→ **Records for this task**
============
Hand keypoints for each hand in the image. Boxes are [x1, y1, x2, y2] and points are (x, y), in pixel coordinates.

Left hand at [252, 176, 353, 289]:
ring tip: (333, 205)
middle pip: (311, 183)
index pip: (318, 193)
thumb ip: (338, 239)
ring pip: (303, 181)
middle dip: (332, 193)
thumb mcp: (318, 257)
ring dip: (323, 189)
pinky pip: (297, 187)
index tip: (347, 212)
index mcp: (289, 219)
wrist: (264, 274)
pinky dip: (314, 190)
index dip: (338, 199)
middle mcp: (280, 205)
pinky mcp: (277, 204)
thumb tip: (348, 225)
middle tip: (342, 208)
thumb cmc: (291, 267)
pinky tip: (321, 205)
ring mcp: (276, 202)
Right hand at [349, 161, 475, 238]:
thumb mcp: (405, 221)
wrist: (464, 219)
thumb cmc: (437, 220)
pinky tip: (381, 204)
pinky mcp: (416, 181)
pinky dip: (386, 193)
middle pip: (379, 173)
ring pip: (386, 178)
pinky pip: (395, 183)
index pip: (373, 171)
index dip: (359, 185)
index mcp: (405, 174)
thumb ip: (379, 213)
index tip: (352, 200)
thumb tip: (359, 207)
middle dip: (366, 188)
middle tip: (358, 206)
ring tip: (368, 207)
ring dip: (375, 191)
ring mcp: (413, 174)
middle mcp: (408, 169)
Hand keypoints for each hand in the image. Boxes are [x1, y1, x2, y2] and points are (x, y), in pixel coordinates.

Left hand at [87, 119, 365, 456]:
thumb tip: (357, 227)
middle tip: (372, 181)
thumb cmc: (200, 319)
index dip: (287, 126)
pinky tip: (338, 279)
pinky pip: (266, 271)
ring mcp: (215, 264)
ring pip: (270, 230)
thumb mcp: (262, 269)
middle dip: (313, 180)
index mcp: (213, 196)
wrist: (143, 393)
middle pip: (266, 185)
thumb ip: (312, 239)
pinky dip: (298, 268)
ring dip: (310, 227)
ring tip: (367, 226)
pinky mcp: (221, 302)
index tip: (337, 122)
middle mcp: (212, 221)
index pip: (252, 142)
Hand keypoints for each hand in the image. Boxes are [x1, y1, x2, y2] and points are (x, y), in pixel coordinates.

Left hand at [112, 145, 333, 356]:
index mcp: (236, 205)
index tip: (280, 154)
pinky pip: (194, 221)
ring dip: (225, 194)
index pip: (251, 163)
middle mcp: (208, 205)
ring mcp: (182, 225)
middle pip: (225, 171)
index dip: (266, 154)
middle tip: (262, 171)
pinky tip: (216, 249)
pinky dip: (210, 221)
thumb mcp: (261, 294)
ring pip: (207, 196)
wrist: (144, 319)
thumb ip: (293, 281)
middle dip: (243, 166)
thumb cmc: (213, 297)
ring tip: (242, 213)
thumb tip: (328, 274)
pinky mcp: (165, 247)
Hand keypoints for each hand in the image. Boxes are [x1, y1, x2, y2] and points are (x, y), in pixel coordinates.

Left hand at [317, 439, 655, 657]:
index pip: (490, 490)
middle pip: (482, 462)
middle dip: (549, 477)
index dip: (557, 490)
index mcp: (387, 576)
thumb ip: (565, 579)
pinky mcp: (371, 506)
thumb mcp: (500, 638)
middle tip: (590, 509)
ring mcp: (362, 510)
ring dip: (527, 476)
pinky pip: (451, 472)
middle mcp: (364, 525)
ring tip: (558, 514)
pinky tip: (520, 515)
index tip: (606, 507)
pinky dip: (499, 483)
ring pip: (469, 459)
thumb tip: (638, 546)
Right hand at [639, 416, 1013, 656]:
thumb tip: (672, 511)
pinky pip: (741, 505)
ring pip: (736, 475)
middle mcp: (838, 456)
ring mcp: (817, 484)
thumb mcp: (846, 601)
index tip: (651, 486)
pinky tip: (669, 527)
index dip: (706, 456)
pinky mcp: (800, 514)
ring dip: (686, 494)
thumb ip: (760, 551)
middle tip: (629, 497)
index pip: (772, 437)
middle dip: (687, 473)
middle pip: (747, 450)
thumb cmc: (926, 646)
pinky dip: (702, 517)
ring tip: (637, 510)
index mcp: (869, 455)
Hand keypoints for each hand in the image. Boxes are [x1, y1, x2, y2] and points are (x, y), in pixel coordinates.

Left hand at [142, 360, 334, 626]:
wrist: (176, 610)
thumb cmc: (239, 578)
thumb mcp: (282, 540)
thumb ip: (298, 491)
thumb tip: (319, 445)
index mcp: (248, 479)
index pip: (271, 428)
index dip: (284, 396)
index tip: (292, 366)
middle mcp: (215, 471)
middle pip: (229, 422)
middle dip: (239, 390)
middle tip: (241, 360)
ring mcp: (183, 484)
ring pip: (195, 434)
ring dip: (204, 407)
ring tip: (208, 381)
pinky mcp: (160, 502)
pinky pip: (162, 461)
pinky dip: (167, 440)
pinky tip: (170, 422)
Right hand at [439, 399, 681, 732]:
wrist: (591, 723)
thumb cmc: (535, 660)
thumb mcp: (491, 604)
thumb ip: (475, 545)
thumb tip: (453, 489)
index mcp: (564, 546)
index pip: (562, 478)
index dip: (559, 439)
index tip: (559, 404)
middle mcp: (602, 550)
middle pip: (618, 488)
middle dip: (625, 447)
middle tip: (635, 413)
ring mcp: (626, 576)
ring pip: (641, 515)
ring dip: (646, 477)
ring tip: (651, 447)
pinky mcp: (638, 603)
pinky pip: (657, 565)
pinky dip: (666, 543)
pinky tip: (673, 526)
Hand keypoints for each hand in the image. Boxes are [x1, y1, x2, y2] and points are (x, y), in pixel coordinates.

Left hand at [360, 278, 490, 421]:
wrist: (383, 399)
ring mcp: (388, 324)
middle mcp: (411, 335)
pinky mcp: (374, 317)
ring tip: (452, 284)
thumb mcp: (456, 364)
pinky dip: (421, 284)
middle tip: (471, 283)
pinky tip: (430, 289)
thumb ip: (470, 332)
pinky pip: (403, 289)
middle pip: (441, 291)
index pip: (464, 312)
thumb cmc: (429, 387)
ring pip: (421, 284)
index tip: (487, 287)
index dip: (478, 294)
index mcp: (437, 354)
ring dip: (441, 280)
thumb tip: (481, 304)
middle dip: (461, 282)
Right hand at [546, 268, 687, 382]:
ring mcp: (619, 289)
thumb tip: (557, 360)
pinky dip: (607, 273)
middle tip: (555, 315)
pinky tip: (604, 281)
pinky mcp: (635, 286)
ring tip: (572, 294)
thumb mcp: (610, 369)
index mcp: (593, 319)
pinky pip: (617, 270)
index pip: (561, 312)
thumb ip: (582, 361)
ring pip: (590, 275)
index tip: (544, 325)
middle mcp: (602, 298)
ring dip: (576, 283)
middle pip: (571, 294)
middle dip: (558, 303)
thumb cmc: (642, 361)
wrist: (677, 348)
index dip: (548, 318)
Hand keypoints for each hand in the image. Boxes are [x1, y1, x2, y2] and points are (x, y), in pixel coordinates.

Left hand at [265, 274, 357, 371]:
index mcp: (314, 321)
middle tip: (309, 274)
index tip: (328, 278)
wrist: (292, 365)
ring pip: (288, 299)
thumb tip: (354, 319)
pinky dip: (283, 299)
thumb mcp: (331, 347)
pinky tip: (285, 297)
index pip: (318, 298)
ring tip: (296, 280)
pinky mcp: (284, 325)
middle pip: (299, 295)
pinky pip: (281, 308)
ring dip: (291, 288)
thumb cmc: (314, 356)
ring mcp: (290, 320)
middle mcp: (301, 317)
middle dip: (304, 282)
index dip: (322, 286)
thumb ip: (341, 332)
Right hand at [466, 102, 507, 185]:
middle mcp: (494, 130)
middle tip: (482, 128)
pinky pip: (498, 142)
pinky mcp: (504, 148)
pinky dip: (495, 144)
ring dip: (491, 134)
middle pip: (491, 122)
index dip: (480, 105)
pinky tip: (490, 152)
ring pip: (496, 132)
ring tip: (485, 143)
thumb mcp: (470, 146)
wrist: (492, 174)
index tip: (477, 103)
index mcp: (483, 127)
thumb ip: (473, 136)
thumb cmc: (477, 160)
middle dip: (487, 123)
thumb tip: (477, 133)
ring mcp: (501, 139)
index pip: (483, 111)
============
→ **Description of the task**
For the listing above, print only the lines starting at the line containing "index tip: (292, 366)" and ending at the line containing "pinky tip: (673, 526)", exactly, both included.

→ **Answer below**
index tip: (292, 366)
middle mcp: (215, 471)
middle pip: (229, 422)
middle dip: (239, 390)
middle tip: (241, 360)
ring mcp: (183, 484)
ring pip: (195, 434)
ring dip: (204, 407)
ring tip: (208, 381)
pinky mcp: (160, 502)
pinky pip: (162, 461)
pinky dip: (167, 440)
pinky tip: (170, 422)
Right hand at [439, 399, 681, 732]:
wrist: (591, 723)
thumb cmc: (535, 660)
thumb mcp: (491, 604)
thumb ip: (475, 545)
thumb tip: (453, 489)
index mcp: (564, 546)
index pip: (562, 478)
index dip: (559, 439)
index tip: (559, 404)
middle mcp: (602, 550)
middle pip: (618, 488)
middle dip: (625, 447)
middle tip: (635, 413)
ring mcp: (626, 576)
ring pip: (641, 515)
ring dip: (646, 477)
ring tip: (651, 447)
pinky mcp: (638, 603)
pinky pip: (657, 565)
pinky dip: (666, 543)
pinky tip: (673, 526)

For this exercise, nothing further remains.